De Raad ziet hierin geen grond voor het oordeel dat appellant redelijkerwijs niet in verzuim is geweest. Appellant heeft pas in verzet, en dus niet binnen de in de brief van 5 december 2012 voor de betaling van het griffierecht gestelde termijn, aangegeven dat hij bijzondere bijstand wilde aanvragen. Indien een indiener van een (hoger)beroepschrift binnen de gestelde termijn een beroep op betalingsonmacht doet, stelt de Raad hem volgens zijn vaste rechtspraak in de gelegenheid een aanvraag om bijzondere bijstand voor de kosten van griffierecht in te dienen. Van een tijdig beroep op betalingsonmacht is in dit geval echter geen sprake geweest. Evenmin heeft appellant binnen de gestelde termijn om uitstel van betaling verzocht of zich anderszins tot de Raad gewend.
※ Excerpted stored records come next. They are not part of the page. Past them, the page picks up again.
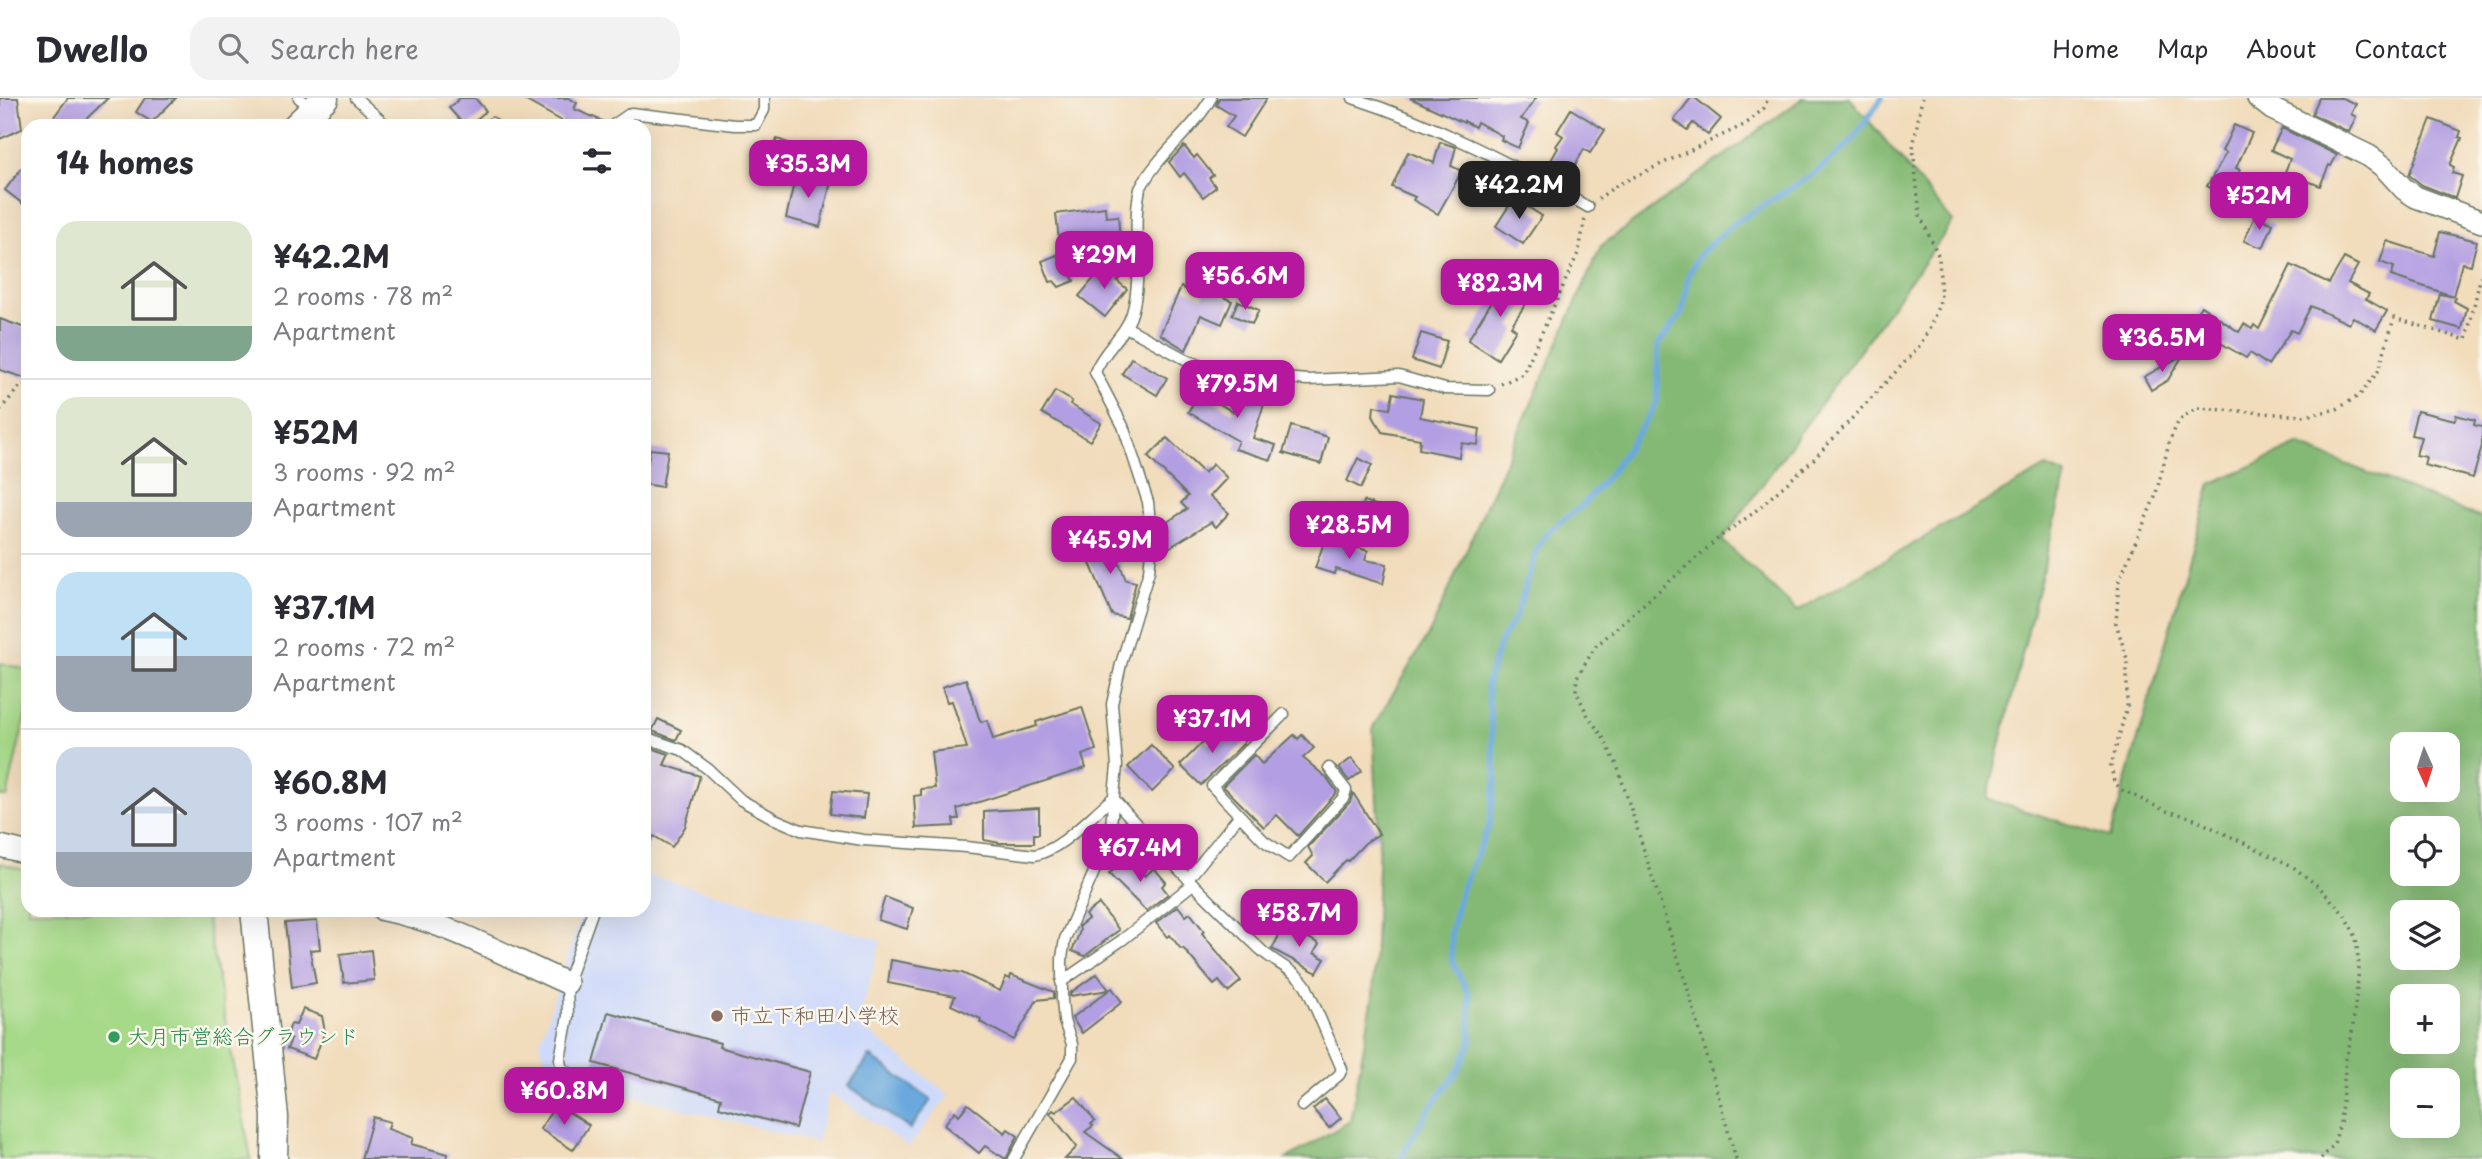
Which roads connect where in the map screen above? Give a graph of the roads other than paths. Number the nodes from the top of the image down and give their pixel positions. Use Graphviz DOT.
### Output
graph roads {
  1 [pos="356,98"];
  2 [pos="764,98"];
  3 [pos="1211,98"];
  4 [pos="1353,98"];
  5 [pos="2258,98"];
  6 [pos="379,119"];
  7 [pos="622,119"];
  8 [pos="1588,207"];
  9 [pos="2482,222"];
  10 [pos="1126,327"];
  11 [pos="1489,390"];
  12 [pos="1284,714"];
  13 [pos="651,739"];
  14 [pos="1329,768"];
  15 [pos="1113,798"];
  16 [pos="1239,816"];
  17 [pos="0,846"];
  18 [pos="21,851"];
  19 [pos="1191,882"];
  20 [pos="255,917"];
  21 [pos="405,917"];
  22 [pos="591,917"];
  23 [pos="1061,982"];
  24 [pos="568,983"];
  25 [pos="575,1078"];
  26 [pos="1301,1106"];
  27 [pos="274,1159"];
  28 [pos="1014,1159"];
  1 -- 6 [label="lane"];
  2 -- 7 [label="lane"];
  3 -- 10 [label="lane"];
  4 -- 8 [label="lane"];
  5 -- 9 [label="street"];
  10 -- 11 [label="lane"];
  10 -- 15 [label="lane"];
  12 -- 16 [label="lane"];
  13 -- 15 [label="lane"];
  14 -- 16 [label="lane"];
  15 -- 19 [label="lane"];
  15 -- 23 [label="lane"];
  16 -- 19 [label="lane"];
  17 -- 18 [label="street"];
  19 -- 23 [label="lane"];
  19 -- 26 [label="lane"];
  20 -- 27 [label="street"];
  21 -- 24 [label="street"];
  22 -- 24 [label="lane"];
  23 -- 28 [label="lane"];
  24 -- 25 [label="lane"];
}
Er is geen rechtsregel die de bestuursrechter verplicht een betrokkene ambtshalve in de gelegenheid te stellen een aanvraag om bijzondere bijstand voor de kosten van het griffierecht in te dienen. Wat appellant voor het overige heeft betoogd treft reeds geen doel omdat hij zich niet binnen de gestelde termijn tot de Raad heeft gewend.
Het verzet moet ongegrond worden verklaard.
Voor een veroordeling in de proceskosten van het verzet ziet de Raad geen aanleiding.

BESLISSING

De Centrale Raad van Beroep verklaart het verzet ongegrond.
Deze uitspraak is gedaan door T.G.M. Simons, in tegenwoordigheid van
D.W.M. Kaldenhoven als griffier. De beslissing is uitgesproken in het openbaar op 5 juli 2013.